In this camp with Neuhaus and Wilson are Notre Dame's George Marsden, Wake Forest's Nathan Hatch, and Yale's Harry Stout. * But how widespread is this rethinking of supersessionism? Probably not very. In evangelicalism, the intelligentsia have no efficient way to influence the laity. The Catholic Church, despite its hierarchical structure, actually has less distance between the theologians and the laity. After Vatican II, priests knew, for example, that Jews had been absolved of guilt for the crucifixion, and priests told the people in the pews. There's no similar mechanism for spreading the word across evangelical America; when it comes to a softer, gentler supersessionism, millions of fundamentalists haven't gotten the memo. Their Sunday school lessons on how to convert Jews, Muslims, and Catholics haven't changed in 50 years. And many born-again Christians prefer it that way. To them, the danger of watering down the good news of salvation is far more worrisome than the danger of stepping on someone else's sensibilities.
The evangelical intellectuals would argue that an evangelism that emphasizes equal dialogue is more theologically true, more conducive to awareness of God's plans for all his people. (I think they're right.) But it's unclear exactly what their evangelism looks like in practice. I have evangelical friends in this camp who have never tried to convert me. But I know that some of them are trying to model Christianity, hoping that I will get curious about church and ask to come along one of these days. One local businessman in my town invites acquaintances to play pickup basketball with his "friends," who just happen to be members of his fundamentalist church.

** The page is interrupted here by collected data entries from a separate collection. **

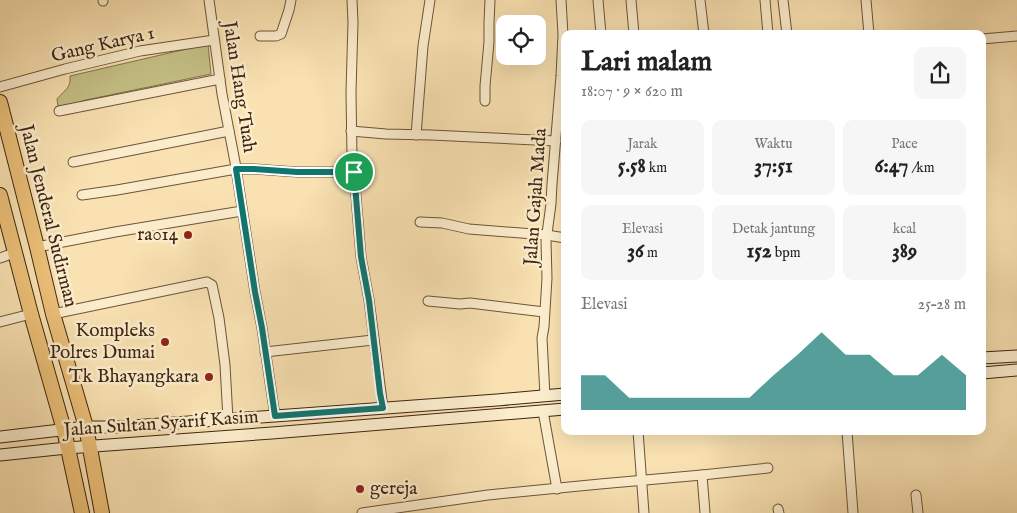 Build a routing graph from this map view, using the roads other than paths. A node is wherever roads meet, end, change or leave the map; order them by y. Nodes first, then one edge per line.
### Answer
1 (209, 0) edge
2 (290, 0) edge
3 (352, 0) edge
4 (430, 0) edge
5 (490, 0) edge
6 (562, 0) edge
7 (598, 0) edge
8 (631, 0) edge
9 (700, 0) edge
10 (765, 0) edge
11 (782, 0) edge
12 (866, 0) edge
13 (563, 30) edge
14 (601, 30) edge
15 (634, 30) edge
16 (704, 30) edge
17 (768, 30) edge
18 (786, 30) edge
19 (869, 30) edge
20 (260, 36) dead end
21 (1017, 36) edge
22 (986, 39) edge
23 (214, 40) junction
24 (561, 76) edge
25 (220, 79) junction
26 (0, 87) edge
27 (485, 101) dead end
28 (0, 102) edge
29 (59, 111) dead end
30 (2, 123) edge
31 (229, 131) junction
32 (351, 131) junction
33 (416, 135) junction
34 (556, 142) junction
35 (73, 162) dead end
36 (236, 169) junction
37 (354, 172) junction
38 (0, 195) edge
39 (82, 195) dead end
40 (242, 212) junction
41 (420, 222) dead end
42 (547, 235) junction
43 (561, 237) edge
44 (38, 247) junction
45 (14, 253) junction
46 (0, 258) edge
47 (428, 301) dead end
48 (544, 312) junction
49 (30, 314) junction
50 (53, 314) junction
51 (0, 322) edge
52 (373, 340) junction
53 (265, 352) junction
54 (1017, 356) edge
55 (986, 358) edge
56 (1017, 370) edge
57 (986, 373) edge
58 (561, 394) edge
59 (545, 396) junction
60 (383, 408) junction
61 (561, 409) edge
62 (543, 411) junction
63 (275, 416) junction
64 (228, 419) junction
65 (86, 427) junction
66 (64, 430) junction
67 (638, 435) edge
68 (847, 435) edge
69 (0, 437) edge
70 (89, 446) junction
71 (67, 448) junction
72 (0, 455) edge
73 (768, 468) dead end
74 (702, 475) junction
75 (642, 480) junction
76 (557, 489) junction
77 (916, 496) dead end
78 (82, 513) edge
79 (102, 513) edge
80 (362, 513) edge
81 (644, 513) edge
82 (706, 513) edge
83 (853, 513) edge
84 (918, 513) edge

1 - 23 street, Jalan Hang Tuah
2 - 20 street
3 - 32 street
4 - 33 street
5 - 27 street
6 - 13 street, Jalan Gajah Mada
7 - 14 street
8 - 15 street
9 - 16 street
10 - 17 street
11 - 18 street
12 - 19 street
21 - 22 street
23 - 25 street, Jalan Hang Tuah
23 - 26 street, Gang Karya 1
24 - 34 street, Jalan Gajah Mada
25 - 29 street
25 - 31 street, Jalan Hang Tuah
28 - 30 main road, Jalan Jenderal Sudirman
30 - 44 main road, Jalan Jenderal Sudirman
31 - 35 street
31 - 36 street, Jalan Hang Tuah
32 - 33 street
32 - 37 street
33 - 34 street
34 - 42 street, Jalan Gajah Mada
36 - 37 street
36 - 39 street
36 - 40 street, Jalan Hang Tuah
37 - 52 street
38 - 45 main road
40 - 44 street
40 - 53 street, Jalan Hang Tuah
41 - 42 street
42 - 43 street
42 - 48 street, Jalan Gajah Mada
44 - 50 main road, Jalan Jenderal Sudirman
45 - 46 street
45 - 49 main road
47 - 48 street
48 - 59 street, Jalan Gajah Mada
49 - 51 street
49 - 66 main road
50 - 64 street
50 - 65 main road, Jalan Jenderal Sudirman
52 - 53 street
52 - 60 street
53 - 63 street, Jalan Hang Tuah
54 - 55 street
56 - 57 street
58 - 59 street, Jalan Sultan Syarif Kasim
59 - 60 street, Jalan Sultan Syarif Kasim
60 - 63 street, Jalan Sultan Syarif Kasim
61 - 62 street, Jalan Sultan Syarif Kasim
62 - 70 street, Jalan Sultan Syarif Kasim
62 - 76 street
63 - 64 street, Jalan Sultan Syarif Kasim
64 - 65 street, Jalan Sultan Syarif Kasim
65 - 66 street, Jalan Sultan Syarif Kasim
65 - 70 main road, Jalan Jenderal Sudirman
66 - 69 street, Jalan Sultan Syarif Kasim
66 - 71 main road
67 - 75 street
68 - 83 street
70 - 71 street, Jalan Sultan Syarif Kasim
70 - 79 main road, Jalan Jenderal Sudirman
71 - 72 street, Jalan Sultan Syarif Kasim
71 - 78 main road
73 - 74 street
74 - 75 street
74 - 82 street
75 - 76 street
75 - 81 street
76 - 80 street
77 - 84 street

If the goal is to get along in a pluralistic society, then evangelism through basketball or good conversation may work better than earnestly inquiring about the state of another's soul. But the soft sell can easily seem like subterfuge. I, for one, want to know when a friend hopes I'll become a Christian (just as he should know that I am trying to make him a fan of American Idol). And the greater worry may be for evangelicals themselves. Pluralism is not, after all, a traditional aim of born-again Christians; rather, they are supposed to be a witness for the Messiah who has come and will come again. Most traditional evangelicals would agree with the Jewish literary critic Stanley Fish, who has argued that evangelicals are obligated, if they're intellectually honest, to proclaim frankly that theirs is the universal truth. Any hemming and hawing is just caving in to liberal sensibilities. According to that view, the Christian truth is one that all Jews, the stricken Ariel Sharon included, urgently need to hear.